Sin embargo, a otros las bajadas de piedras de la MABO se convirtieron en un peculiar Vía Crucis y no el interminable Monte del Calvario del comienzo. A los pedruscos, colocados también por arte divino sin equidad, ni una norma preestablecida que ayude a seguir una estrategia a la hora de esquivarlos o pisarlos, se unió en la edición 2019 una sequedad extrema fruto de que en Borriol no han visto una gota desde el pasado mes de octubre.
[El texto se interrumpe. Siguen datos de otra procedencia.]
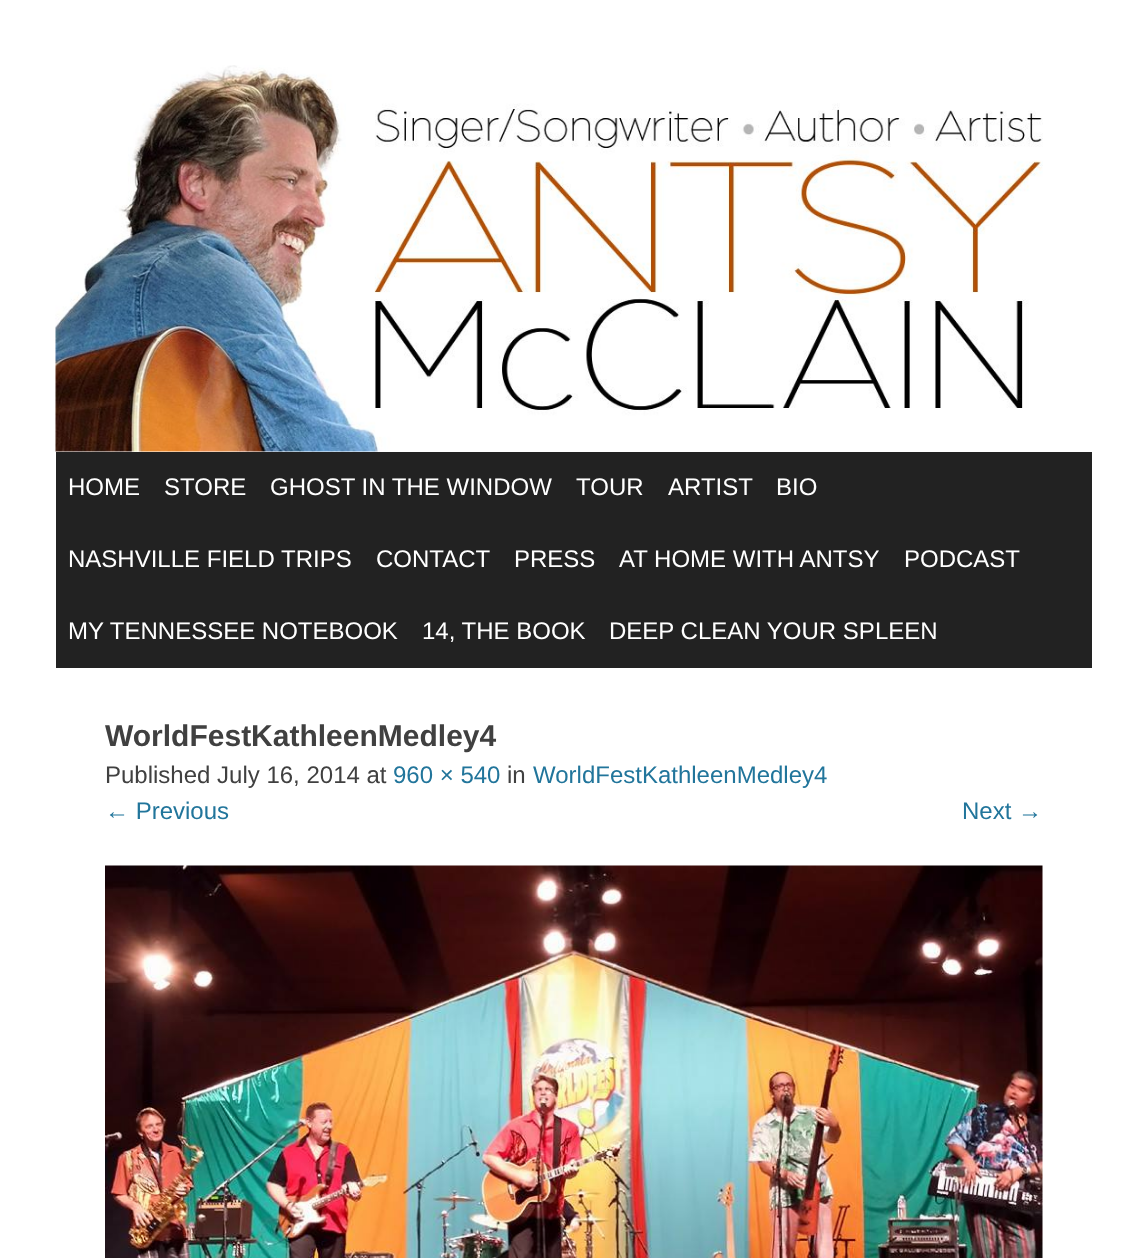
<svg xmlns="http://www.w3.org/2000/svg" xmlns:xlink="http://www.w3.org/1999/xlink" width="1147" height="1258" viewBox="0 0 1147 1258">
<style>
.cls-1{font:24px Liberation Sans;fill:#ffffff}
.cls-2{font:bold 30px Liberation Sans;fill:#404040}
.cls-3{font:24px Liberation Sans;fill:#404040}
.cls-4{font:24px Liberation Sans;fill:#21759b}
</style>
<rect width="100%" height="100%" fill="#ffffff"/>
<image xlink:href="image0.png" x="55" y="65" width="988" height="387"/>
<rect fill="#222222" x="56" y="452" width="1036" height="216"/>
<image xlink:href="image1.png" x="105" y="865" width="938" height="393"/>
<text class="cls-1" x="68" y="495">HOME</text>
<text class="cls-1" x="164" y="495">STORE</text>
<text class="cls-1" x="270" y="495">GHOST IN THE WINDOW</text>
<text class="cls-1" x="576" y="495">TOUR</text>
<text class="cls-1" x="668" y="495">ARTIST</text>
<text class="cls-1" x="776" y="495">BIO</text>
<text class="cls-1" x="68" y="567">NASHVILLE FIELD TRIPS</text>
<text class="cls-1" x="376" y="567">CONTACT</text>
<text class="cls-1" x="514" y="567">PRESS</text>
<text class="cls-1" x="619" y="567">AT HOME WITH ANTSY</text>
<text class="cls-1" x="904" y="567">PODCAST</text>
<text class="cls-1" x="68" y="639">MY TENNESSEE NOTEBOOK</text>
<text class="cls-1" x="422" y="639">14, THE BOOK</text>
<text class="cls-1" x="609" y="639">DEEP CLEAN YOUR SPLEEN</text>
<text class="cls-2" x="105" y="746">WorldFestKathleenMedley4</text>
<text class="cls-3" x="105" y="783">Published July 16, 2014 at</text>
<text class="cls-4" x="393" y="783">960 × 540</text>
<text class="cls-3" x="507" y="783">in</text>
<text class="cls-4" x="533" y="783">WorldFestKathleenMedley4</text>
<text class="cls-4" x="105" y="819">← Previous</text>
<text class="cls-4" x="962" y="819">Next →</text>
</svg>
Normal que si el polvo se te metía en los ojos cuando descendías, intuyeses que poco antes te precedía un compañero o compañera de fatigas participante en ‘la inédita’, el sobrenombre con el que se bautizó a la carrera en su décimo tercer capítulo. ¿Y por qué este nombre? Porque al clásico recorrido de 42 kilómetros se le sustituyó por uno de 28, un éxito dada la participación, con más de un millar de corredores, con un 25% de corredoras y medio centenar de clubes.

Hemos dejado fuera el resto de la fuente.